Reading JSON data via HTTP requests¶

Here is the sample to get the JSON dataset via HTTP requests.

In [ ]:
import requests
import json
import pandas as pd

url = 'https://api.fablabs.io/0/labs.json'
r = requests.get(url)

data = r.json()
df_lablist = pd.DataFrame(data)

Reading CSV data from local¶

Here is the sample to load CSV data in your local PC

In [ ]:
path_hdr25 = "./HDR25.csv" #define dataset path

import pandas as pd #import Panda Library
import numpy as np  #import Numpy

df_hdr25 = pd.read_csv(path_hdr25, encoding='utf-8', encoding_errors='ignore') #df = data flame = read dataset path "path_hdr25" defined above with panda 
df_hdr25.fillna(0, inplace=True) #replace N/A to 0 
In [ ]:
cols2023 = []
for item in cols:
    if '2023' in item:
        cols2023.append(item)
In [ ]:
cols = df_hdr25.columns
In [ ]:
df_hdr_2023 = df_hdr25.loc[:,cols2023]

Data Integration Technique¶

If you want to integrate different dataset into one DataFrame, you need to find out (or create) key data that connect both data. Here, we want to integrate "fab lab list" data and "Human Development Report" data. We can find "country code" in the lab list. So, first, extract that data and save it to a separate CSV file.

In [ ]:
country_code = df_lablist['country_code']
country_code.to_csv('country_code.csv')
print(country_code.head(5))

And, check the hdr_2023 data and we can find the "iso3" column, that represent 3 digit country code.

In [ ]:
print(df_hdr25['iso3'].head(10))

So, we need to convert 2 digit "country_code" in fablab_list data into 3 digit code as following:

In [ ]:
!pip install pycountry
In [ ]:
import pycountry

def alpha2_to_alpha3(code2):
    country = pycountry.countries.get(alpha_2=code2.upper())
    return country.alpha_3 if country else None
In [ ]:
ccd = country_code.to_list()
In [ ]:
ccd3 = []
for c in ccd:
    cc = alpha2_to_alpha3(c)
    ccd3.append(cc)

Add 'ccd3' columns to lablist data, "merge" both dataframe as follow:

In [ ]:
df_lablist['ccd3'] = ccd3
df_lablist.loc[:,['country_code','ccd3']]
df_merge = pd.merge(df_lablist,df_hdr25,left_on='ccd3',right_on='iso3',how="left")
df_merge_tmp = df_merge.query('iso3 == "JPN"')
print(df_merge_tmp.loc[:,['name']])
#pd.merge(world,geo_df_fin,left_on='SOV_A3',right_on='country_code',how='left')

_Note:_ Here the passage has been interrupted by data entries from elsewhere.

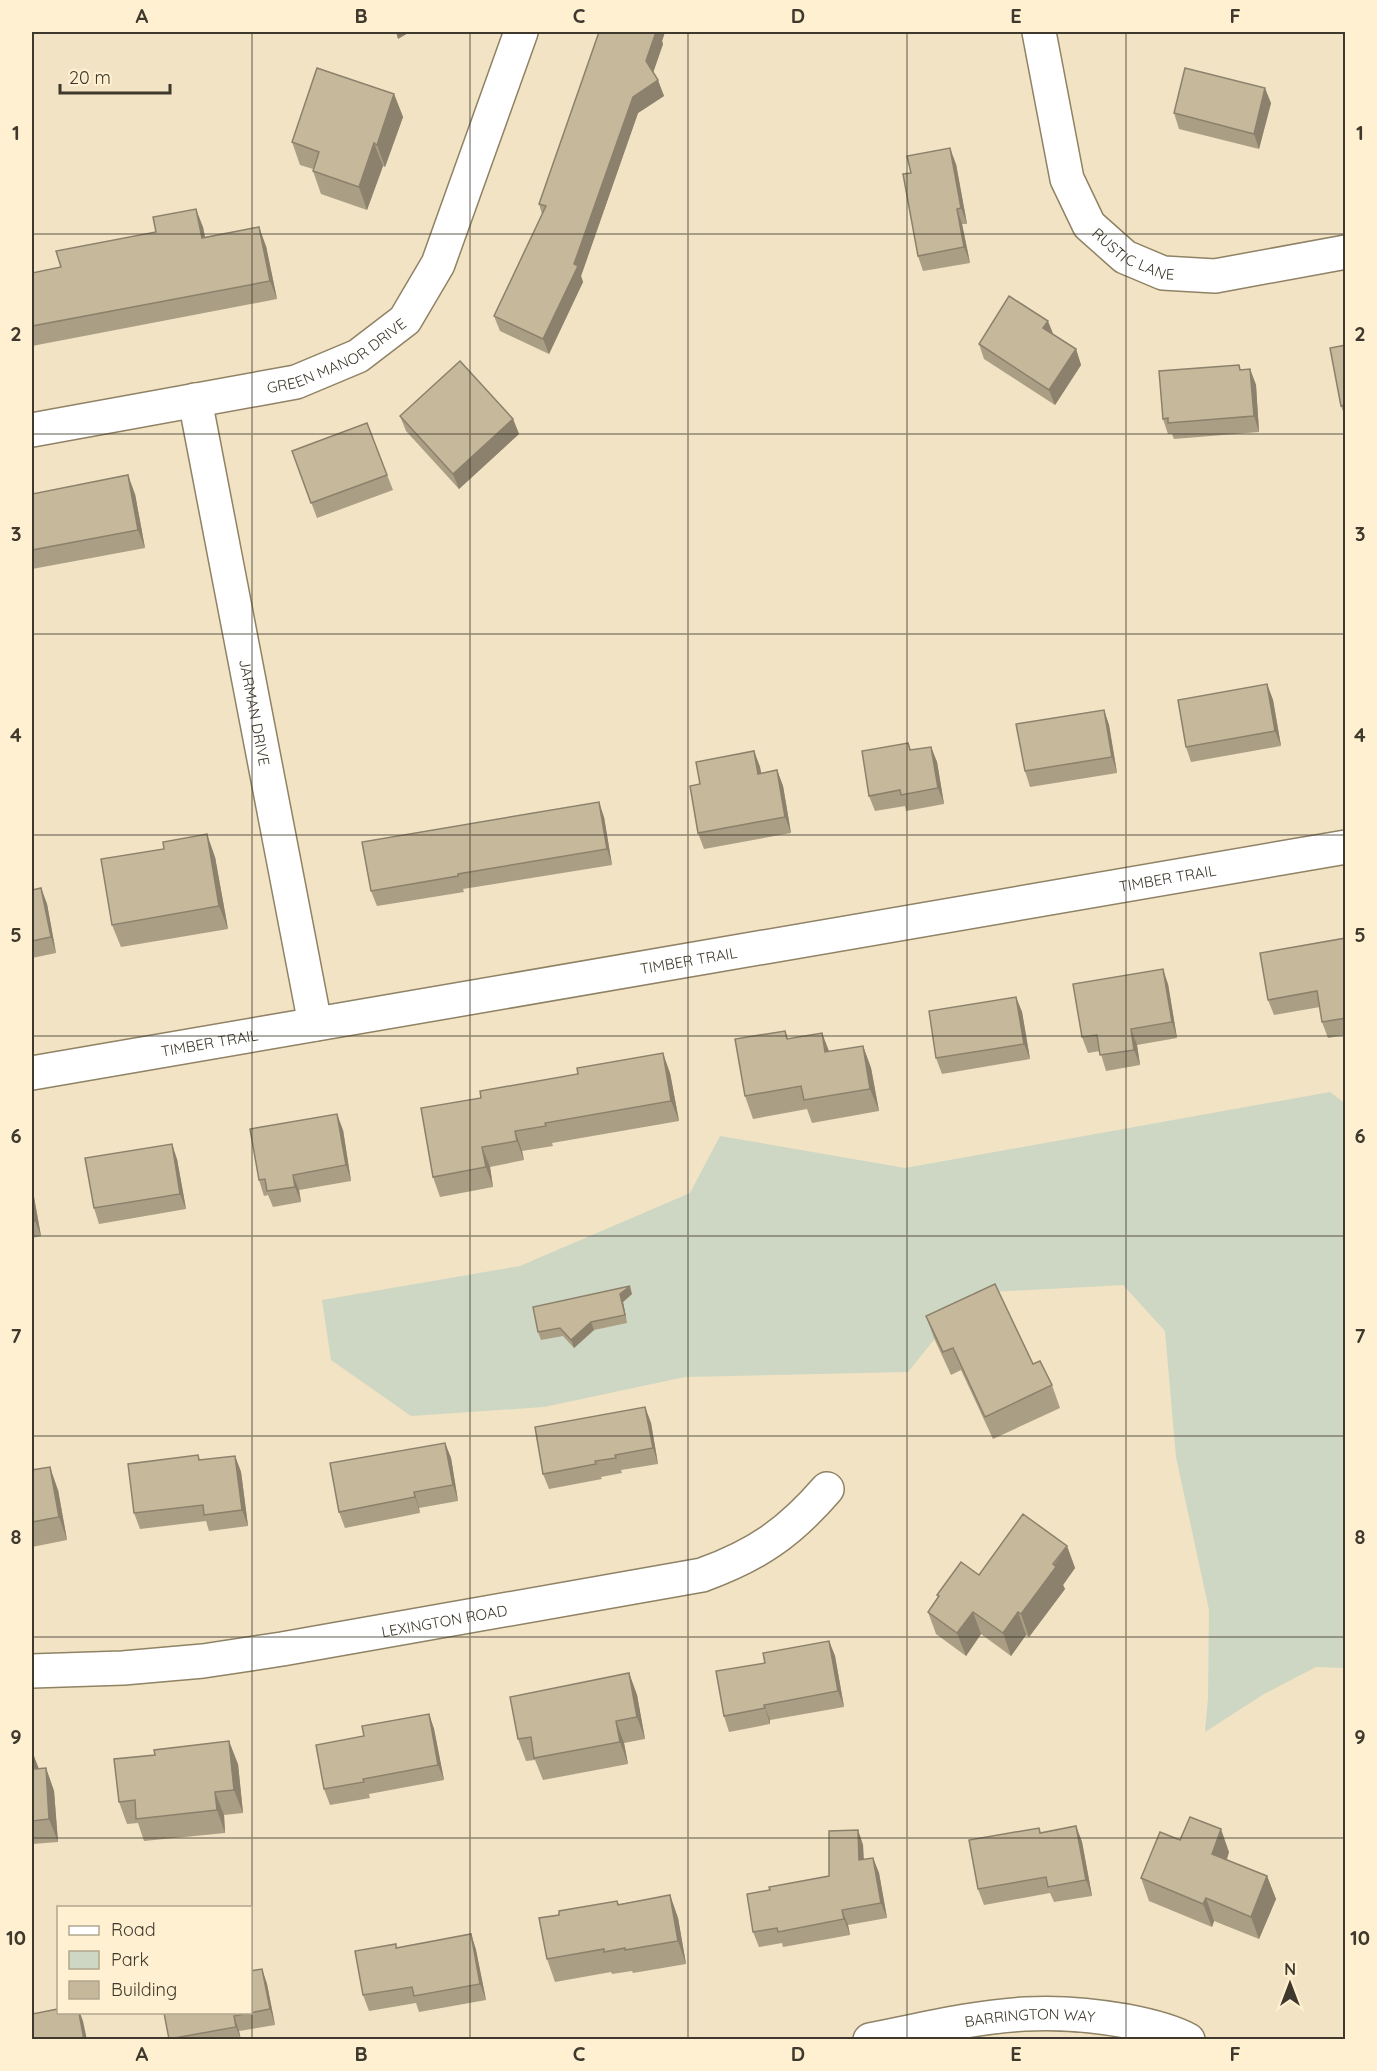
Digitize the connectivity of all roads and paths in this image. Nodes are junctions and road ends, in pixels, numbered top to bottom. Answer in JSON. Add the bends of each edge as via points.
{"nodes":[{"id":1,"x":521,"y":32,"type":"edge"},
{"id":2,"x":1039,"y":32,"type":"edge"},
{"id":3,"x":1346,"y":252,"type":"edge"},
{"id":4,"x":195,"y":400,"type":"junction"},
{"id":5,"x":32,"y":430,"type":"edge"},
{"id":6,"x":1346,"y":847,"type":"edge"},
{"id":7,"x":315,"y":1024,"type":"junction"},
{"id":8,"x":32,"y":1073,"type":"edge"},
{"id":9,"x":827,"y":1489,"type":"dead end"},
{"id":10,"x":32,"y":1671,"type":"edge"},
{"id":11,"x":870,"y":2040,"type":"edge"},
{"id":12,"x":1188,"y":2040,"type":"edge"}],
"edges":[{"from":1,"to":4,"type":"street","name":"GREEN MANOR DRIVE","via":[[438,264],[405,320],[358,356],[296,382]]},
{"from":2,"to":3,"type":"street","name":"RUSTIC LANE","via":[[1067,179],[1089,225],[1125,257],[1163,273],[1215,276]]},
{"from":4,"to":5,"type":"street","name":"GREEN MANOR DRIVE"},
{"from":4,"to":7,"type":"street","name":"JARMAN DRIVE"},
{"from":6,"to":7,"type":"street","name":"TIMBER TRAIL"},
{"from":7,"to":8,"type":"street","name":"TIMBER TRAIL"},
{"from":9,"to":10,"type":"street","name":"LEXINGTON ROAD","via":[[786,1532],[733,1564],[702,1575],[203,1661]]},
{"from":11,"to":12,"type":"street","name":"BARRINGTON WAY","via":[[985,2019],[1063,2013],[1143,2025]]}]}
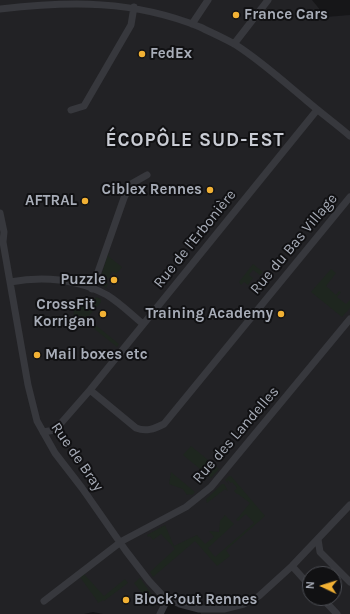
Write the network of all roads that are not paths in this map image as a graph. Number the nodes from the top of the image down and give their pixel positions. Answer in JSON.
{"nodes":[{"id":1,"x":208,"y":0,"type":"edge"},
{"id":2,"x":268,"y":0,"type":"edge"},
{"id":3,"x":134,"y":7,"type":"junction"},
{"id":4,"x":0,"y":10,"type":"edge"},
{"id":5,"x":192,"y":24,"type":"junction"},
{"id":6,"x":234,"y":44,"type":"junction"},
{"id":7,"x":71,"y":110,"type":"dead end"},
{"id":8,"x":317,"y":110,"type":"junction"},
{"id":9,"x":350,"y":136,"type":"edge"},
{"id":10,"x":147,"y":175,"type":"dead end"},
{"id":11,"x":350,"y":197,"type":"edge"},
{"id":12,"x":0,"y":212,"type":"edge"},
{"id":13,"x":10,"y":282,"type":"junction"},
{"id":14,"x":92,"y":288,"type":"junction"},
{"id":15,"x":350,"y":319,"type":"edge"},
{"id":16,"x":143,"y":324,"type":"junction"},
{"id":17,"x":90,"y":390,"type":"junction"},
{"id":18,"x":43,"y":432,"type":"junction"},
{"id":19,"x":350,"y":505,"type":"edge"},
{"id":20,"x":318,"y":539,"type":"junction"},
{"id":21,"x":120,"y":542,"type":"junction"},
{"id":22,"x":292,"y":566,"type":"junction"},
{"id":23,"x":331,"y":566,"type":"edge"},
{"id":24,"x":302,"y":577,"type":"edge"},
{"id":25,"x":168,"y":598,"type":"junction"},
{"id":26,"x":43,"y":599,"type":"dead end"},
{"id":27,"x":330,"y":606,"type":"edge"},
{"id":28,"x":160,"y":614,"type":"edge"},
{"id":29,"x":337,"y":614,"type":"edge"}],
"edges":[{"from":1,"to":5,"type":"street"},
{"from":2,"to":6,"type":"street"},
{"from":3,"to":4,"type":"street"},
{"from":3,"to":5,"type":"street"},
{"from":3,"to":7,"type":"street"},
{"from":5,"to":6,"type":"street"},
{"from":6,"to":8,"type":"street"},
{"from":8,"to":9,"type":"street"},
{"from":8,"to":16,"type":"street","name":"Rue de l'Erbonière"},
{"from":10,"to":14,"type":"street"},
{"from":11,"to":17,"type":"street","name":"Rue du Bas Village"},
{"from":12,"to":13,"type":"street","name":"Rue de Bray"},
{"from":13,"to":14,"type":"street"},
{"from":13,"to":18,"type":"street","name":"Rue de Bray"},
{"from":14,"to":16,"type":"street"},
{"from":15,"to":21,"type":"street","name":"Rue des Landelles"},
{"from":16,"to":17,"type":"street","name":"Rue de l'Erbonière"},
{"from":17,"to":18,"type":"street","name":"Rue de l'Erbonière"},
{"from":18,"to":21,"type":"street","name":"Rue de Bray"},
{"from":19,"to":20,"type":"street","name":"Rue de Bray"},
{"from":20,"to":22,"type":"street","name":"Rue de Bray"},
{"from":20,"to":23,"type":"street"},
{"from":21,"to":25,"type":"street","name":"Rue de Bray"},
{"from":21,"to":26,"type":"street","name":"Rue des Landelles"},
{"from":22,"to":24,"type":"street"},
{"from":22,"to":25,"type":"street","name":"Rue de Bray"},
{"from":25,"to":28,"type":"street"},
{"from":27,"to":29,"type":"street"}]}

choose the columns for using¶

HDR data have a lot of columns (totally 1192!) because all time-seriese index data (yearly) are stored in each columns. So, we will extract only 2023 HDR data as follow.

In [ ]:
cols2023 = []
for item in cols:
    if '2023' in item:
        cols2023.append(item)
In [ ]:
cols2023 = ['iso3','country'] + cols2023
df_hdi2023 = df_hdr25.loc[:,cols2023]
In [ ]:
df_merge_2023 = pd.merge(df_lablist,df_hdi2023,left_on='ccd3',right_on='iso3',how="left")
print(df_merge_2023.loc[:,['name','kind_name','hdi_2023','country']].head(5))

Label Encoding¶

In your dataset having categorical data, it should be converted into numerical labels, and "Label Encoding" is used to convert it.

In [ ]:
from sklearn.preprocessing import LabelEncoder

le = LabelEncoder()
encoded = le.fit_transform(df_merge_2023['kind_name'].values)
decoded = le.inverse_transform(encoded)
df_merge_2023['kind_name_encoded'] = encoded

print('存在するクラス: ', le.classes_)
print('変換先: fab_lab, mini_fab_lab, mobie ->', le.transform(['fab_lab', 'mini_fab_lab', 'mobile']))
print('エンコード結果: ', encoded)
print('元に戻す: ', decoded)

encoded_country = le.fit_transform(df_merge_2023['country'].values)
decoded_country = le.inverse_transform(encoded_country)
df_merge_2023['country_encoded'] = encoded_country

print('存在するクラス: ', le.classes_)
print('エンコード結果: ', encoded_country)
print('元に戻す: ', decoded_country)
In [ ]:
count_result = df_merge_2023.groupby('ccd3',as_index=False)['country_encoded'].count()
count_result.sort_values('country_encoded',ascending=False)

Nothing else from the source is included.